→ DATASET EXTRACT

________

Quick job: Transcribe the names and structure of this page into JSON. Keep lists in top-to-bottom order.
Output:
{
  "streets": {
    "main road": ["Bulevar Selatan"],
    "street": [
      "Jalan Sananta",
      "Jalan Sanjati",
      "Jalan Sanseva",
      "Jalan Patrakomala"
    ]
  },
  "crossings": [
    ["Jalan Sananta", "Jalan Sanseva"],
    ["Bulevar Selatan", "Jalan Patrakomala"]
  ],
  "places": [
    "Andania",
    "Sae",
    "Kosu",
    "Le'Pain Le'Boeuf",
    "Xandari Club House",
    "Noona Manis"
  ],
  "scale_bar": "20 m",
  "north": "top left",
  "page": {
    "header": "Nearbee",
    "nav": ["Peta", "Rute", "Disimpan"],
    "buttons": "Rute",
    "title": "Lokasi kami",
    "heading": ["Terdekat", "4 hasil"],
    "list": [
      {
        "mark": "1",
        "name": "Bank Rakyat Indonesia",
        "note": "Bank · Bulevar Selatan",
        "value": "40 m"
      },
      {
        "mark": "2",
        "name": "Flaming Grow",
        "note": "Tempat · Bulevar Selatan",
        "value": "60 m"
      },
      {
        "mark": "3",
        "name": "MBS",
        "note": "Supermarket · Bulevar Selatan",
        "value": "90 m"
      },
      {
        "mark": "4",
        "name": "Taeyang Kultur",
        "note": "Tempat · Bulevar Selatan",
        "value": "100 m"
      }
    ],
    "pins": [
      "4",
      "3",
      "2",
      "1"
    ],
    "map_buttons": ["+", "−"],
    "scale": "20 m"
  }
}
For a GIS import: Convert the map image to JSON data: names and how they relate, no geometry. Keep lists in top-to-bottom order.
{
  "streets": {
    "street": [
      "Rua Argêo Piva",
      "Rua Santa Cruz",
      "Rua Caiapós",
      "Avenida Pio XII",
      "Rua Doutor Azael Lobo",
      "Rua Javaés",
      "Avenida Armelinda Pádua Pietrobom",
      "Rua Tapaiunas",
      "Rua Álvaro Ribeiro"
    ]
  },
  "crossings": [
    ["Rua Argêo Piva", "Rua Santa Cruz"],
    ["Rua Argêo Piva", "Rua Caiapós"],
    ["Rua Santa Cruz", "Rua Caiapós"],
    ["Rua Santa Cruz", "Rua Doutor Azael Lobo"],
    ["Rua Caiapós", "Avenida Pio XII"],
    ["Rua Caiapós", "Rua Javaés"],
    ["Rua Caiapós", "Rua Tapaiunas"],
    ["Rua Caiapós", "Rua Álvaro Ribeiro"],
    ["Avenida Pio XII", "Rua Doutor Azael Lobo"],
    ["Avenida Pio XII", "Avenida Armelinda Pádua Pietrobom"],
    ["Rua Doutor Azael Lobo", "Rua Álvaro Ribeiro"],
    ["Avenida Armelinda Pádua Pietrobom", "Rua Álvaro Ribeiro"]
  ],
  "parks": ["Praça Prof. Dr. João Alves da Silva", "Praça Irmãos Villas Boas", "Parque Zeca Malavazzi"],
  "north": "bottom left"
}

________

→ ASSIGNED TASK
Give the complete listing again, exactly as it appears above.

→ TASK RESPONSE
Quick job: Transcribe the names and structure of this page into JSON. Keep lists in top-to-bottom order.
Output:
{
  "streets": {
    "main road": ["Bulevar Selatan"],
    "street": [
      "Jalan Sananta",
      "Jalan Sanjati",
      "Jalan Sanseva",
      "Jalan Patrakomala"
    ]
  },
  "crossings": [
    ["Jalan Sananta", "Jalan Sanseva"],
    ["Bulevar Selatan", "Jalan Patrakomala"]
  ],
  "places": [
    "Andania",
    "Sae",
    "Kosu",
    "Le'Pain Le'Boeuf",
    "Xandari Club House",
    "Noona Manis"
  ],
  "scale_bar": "20 m",
  "north": "top left",
  "page": {
    "header": "Nearbee",
    "nav": ["Peta", "Rute", "Disimpan"],
    "buttons": "Rute",
    "title": "Lokasi kami",
    "heading": ["Terdekat", "4 hasil"],
    "list": [
      {
        "mark": "1",
        "name": "Bank Rakyat Indonesia",
        "note": "Bank · Bulevar Selatan",
        "value": "40 m"
      },
      {
        "mark": "2",
        "name": "Flaming Grow",
        "note": "Tempat · Bulevar Selatan",
        "value": "60 m"
      },
      {
        "mark": "3",
        "name": "MBS",
        "note": "Supermarket · Bulevar Selatan",
        "value": "90 m"
      },
      {
        "mark": "4",
        "name": "Taeyang Kultur",
        "note": "Tempat · Bulevar Selatan",
        "value": "100 m"
      }
    ],
    "pins": [
      "4",
      "3",
      "2",
      "1"
    ],
    "map_buttons": ["+", "−"],
    "scale": "20 m"
  }
}
For a GIS import: Convert the map image to JSON data: names and how they relate, no geometry. Keep lists in top-to-bottom order.
{
  "streets": {
    "street": [
      "Rua Argêo Piva",
      "Rua Santa Cruz",
      "Rua Caiapós",
      "Avenida Pio XII",
      "Rua Doutor Azael Lobo",
      "Rua Javaés",
      "Avenida Armelinda Pádua Pietrobom",
      "Rua Tapaiunas",
      "Rua Álvaro Ribeiro"
    ]
  },
  "crossings": [
    ["Rua Argêo Piva", "Rua Santa Cruz"],
    ["Rua Argêo Piva", "Rua Caiapós"],
    ["Rua Santa Cruz", "Rua Caiapós"],
    ["Rua Santa Cruz", "Rua Doutor Azael Lobo"],
    ["Rua Caiapós", "Avenida Pio XII"],
    ["Rua Caiapós", "Rua Javaés"],
    ["Rua Caiapós", "Rua Tapaiunas"],
    ["Rua Caiapós", "Rua Álvaro Ribeiro"],
    ["Avenida Pio XII", "Rua Doutor Azael Lobo"],
    ["Avenida Pio XII", "Avenida Armelinda Pádua Pietrobom"],
    ["Rua Doutor Azael Lobo", "Rua Álvaro Ribeiro"],
    ["Avenida Armelinda Pádua Pietrobom", "Rua Álvaro Ribeiro"]
  ],
  "parks": ["Praça Prof. Dr. João Alves da Silva", "Praça Irmãos Villas Boas", "Parque Zeca Malavazzi"],
  "north": "bottom left"
}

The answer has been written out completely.